3.3. Eosinophilic Solid and Cystic Renal Cell Carcinoma (ESC RCC)

ESC RCC is the current name for “eosinophilic/macrocystic RCC”, which was initially described in TSC patients [1,31]. Since the first report, over 60 cases have been described in the literature. ESC RCC have been found more frequently in the sporadic setting, with a frequency of ~0.2% [54]. They occur across a broad age range, including in children, and are particularly common in female patients with TSC [54,55,56]. Though most ESC RCCs have indolent behavior, rare cases with metastatic disease have been reported [57,58,59]. ESC RCCs typically demonstrate biallelic loss of TSC2 or TSC1, resulting in the activation of mTORC1 [57,60,61,62,63].
ESC RCC exhibit identical morphologic and IHC patterns in the sporadic and germline settings [48]. Characteristically, ESC RCC have grossly identifiable solid and cystic components (rare predominantly solid tumors showing only rare microcysts have been reported). Most tumors are less than 5 cm in diameter [54,55]. Microscopically, the cysts are lined by cells with hobnailing. The solid components are typically composed of cells with voluminous eosinophilic cytoplasm arranged in diffuse, compact, acinar, or nested patterns [54,55]. Scattered psammoma bodies, foamy histiocytes, and lymphocytes are common. The presence of coarse basophilic to purple cytoplasmic granules (“stippling” and “leishmaniasis-like” bodies) is a diagnostically helpful feature (Figure 2). Electron microscopy has revealed that these granules likely represent aggregates of rough endoplasmic reticulum and granular material [54]. Melanin pigment was recently reported in one ESC RCC [64].
Immunohistochemically, ESC RCC are reactive for CK20, cathepsin K, and vimentin. CK20 and cathepsin K expression is often focal and in rare cases negative. Negative markers include CD117 (KIT) and CK7 [54,55,65].
Though the morphology is often classic and molecular studies are not needed to make the diagnosis, the morphology and IHC patterns may sometimes overlap with those of epithelioid AML [59] and TFEB-altered RCC. In this context, a PAX8 IHC and fluorescence in-situ hybridization (FISH) for TFEB may aid in the diagnosis [65,66].

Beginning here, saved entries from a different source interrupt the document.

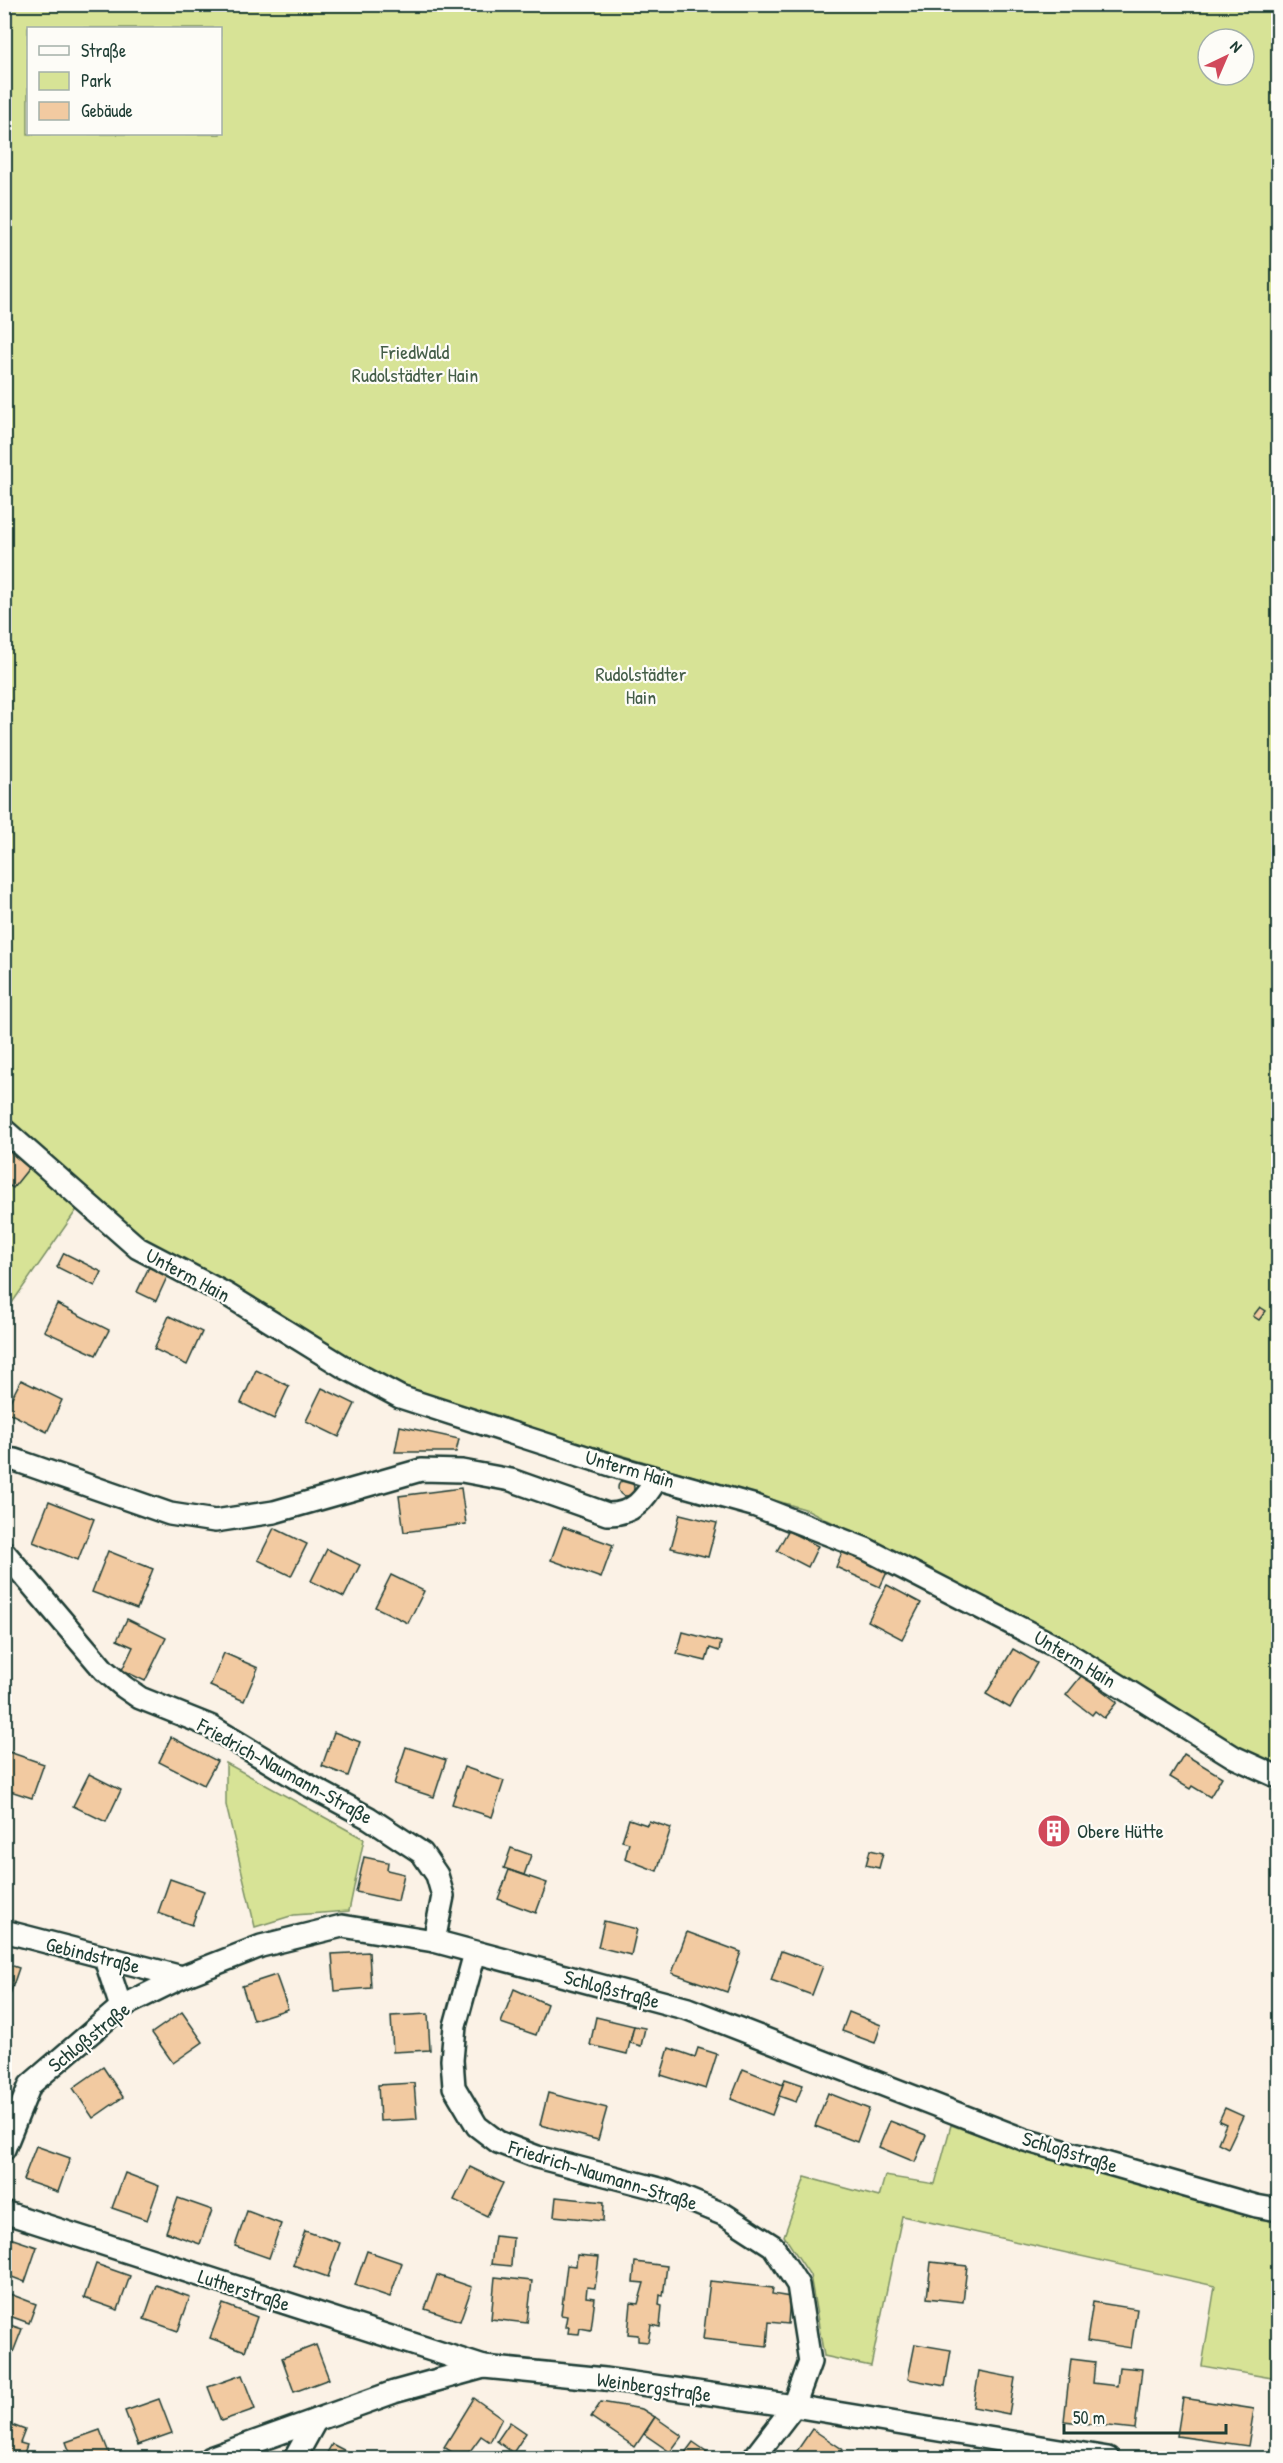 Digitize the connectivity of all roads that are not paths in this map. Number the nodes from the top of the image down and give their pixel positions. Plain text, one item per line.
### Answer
1 (4, 1130) edge
2 (4, 1459) edge
3 (657, 1478) junction
4 (4, 1552) edge
5 (1278, 1777) edge
6 (4, 1931) edge
7 (434, 1941) junction
8 (475, 1953) junction
9 (105, 1959) junction
10 (182, 1977) junction
11 (121, 2007) junction
12 (4, 2149) edge
13 (1278, 2210) edge
14 (4, 2212) edge
15 (484, 2367) junction
16 (794, 2406) junction
17 (316, 2420) junction
18 (210, 2458) edge
19 (295, 2458) edge
20 (754, 2458) edge
21 (1108, 2458) edge

1 - 3 street, Unterm Hain
2 - 3 street
3 - 5 street, Unterm Hain
4 - 7 street, Friedrich-Naumann-Straße
6 - 9 street, Gebindstraße
7 - 8 street, Schloßstraße
7 - 10 street, Schloßstraße
8 - 13 street, Schloßstraße
8 - 16 street, Friedrich-Naumann-Straße
9 - 10 street, Gebindstraße
9 - 11 street
10 - 11 street, Schloßstraße
11 - 12 street, Schloßstraße
14 - 15 street, Lutherstraße
15 - 16 street, Weinbergstraße
15 - 17 street, Weinbergstraße
16 - 20 street, Friedrich-Naumann-Straße
16 - 21 street, Weinbergstraße
17 - 18 street, Weinbergstraße
17 - 19 street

3.4. Eosinophilic Vacuolated Tumor (EVT)

EVT was first described by He et al. [67] as a “high-grade oncocytic tumor (HOT)” and by Chen et al. [68] as “sporadic RCC with eosinophilic and vacuolated cytoplasm”. EVT emerged from a group of tumors that share features with renal oncocytoma and chromophobe RCC (ChRCC) [69,70,71]. Tumors with similar histomorphology were also reported in patients with TSC [1,24,48,72]. The term “EVT” was proposed by the GUPS [34] and is now preferred [34,73]. EVT is found in patients of a broad age range, and occurs more frequently in women [34,67,68,74]. About 50 EVTs have been reported to date, and all cases have had benign behavior [34,74,75].
In the sporadic setting, EVT is typically solitary and solid, relatively small (<4 cm), and tan to brown [34,67,68,74,76]. Microscopically, the tumor cells are arranged in compact nested and tubulocystic patterns. In some cases, a more prominent loose stromal component can be intermixed. The cells have abundant eosinophilic cytoplasm and prominent intracytoplasmic vacuoles. The nuclei are enlarged, round to oval, with prominent nucleoli that focally resemble viral inclusions [67,68] (Figure 2). Thick-walled vessels are virtually always present at the periphery, but a well-formed capsule is lacking.
Immunohistochemically, EVTs are reactive for CD117, CD10, and cathepsin K. They typically exhibit only rare scattered cells positive for CK7 and CK20 [67,74]. It has been revealed via electron microscopy that EVTs demonstrate numerous intracytoplasmic mitochondria as well as dilated cisterns of rough endoplasmic reticulum [75,76].
Non-overlapping mutations in MTOR, TSC2, or TSC1 are consistently found in EVTs, and these result in mTORC1 pathway activation, as shown, for example, by phospho-S6 and phospho-4EBP1 staining [68,76]. In tumors with MTOR mutations, the loss of the wild type allele on chromosome 1 (where MTOR resides) has consistently been observed [68,74,76]. Isolated losses of chromosomes 19p, 16p11, and 7q31 have also been reported [67,74]. Interestingly, there is morphologic and immunohistochemical overlap between EVTs and tumors with FLCN mutations (which, when in the germline, cause Birt–Hogg–Dube (BHD) syndrome), although FLCN-associated cases tend to have mosaic patterns and lack high-grade nucleoli [74].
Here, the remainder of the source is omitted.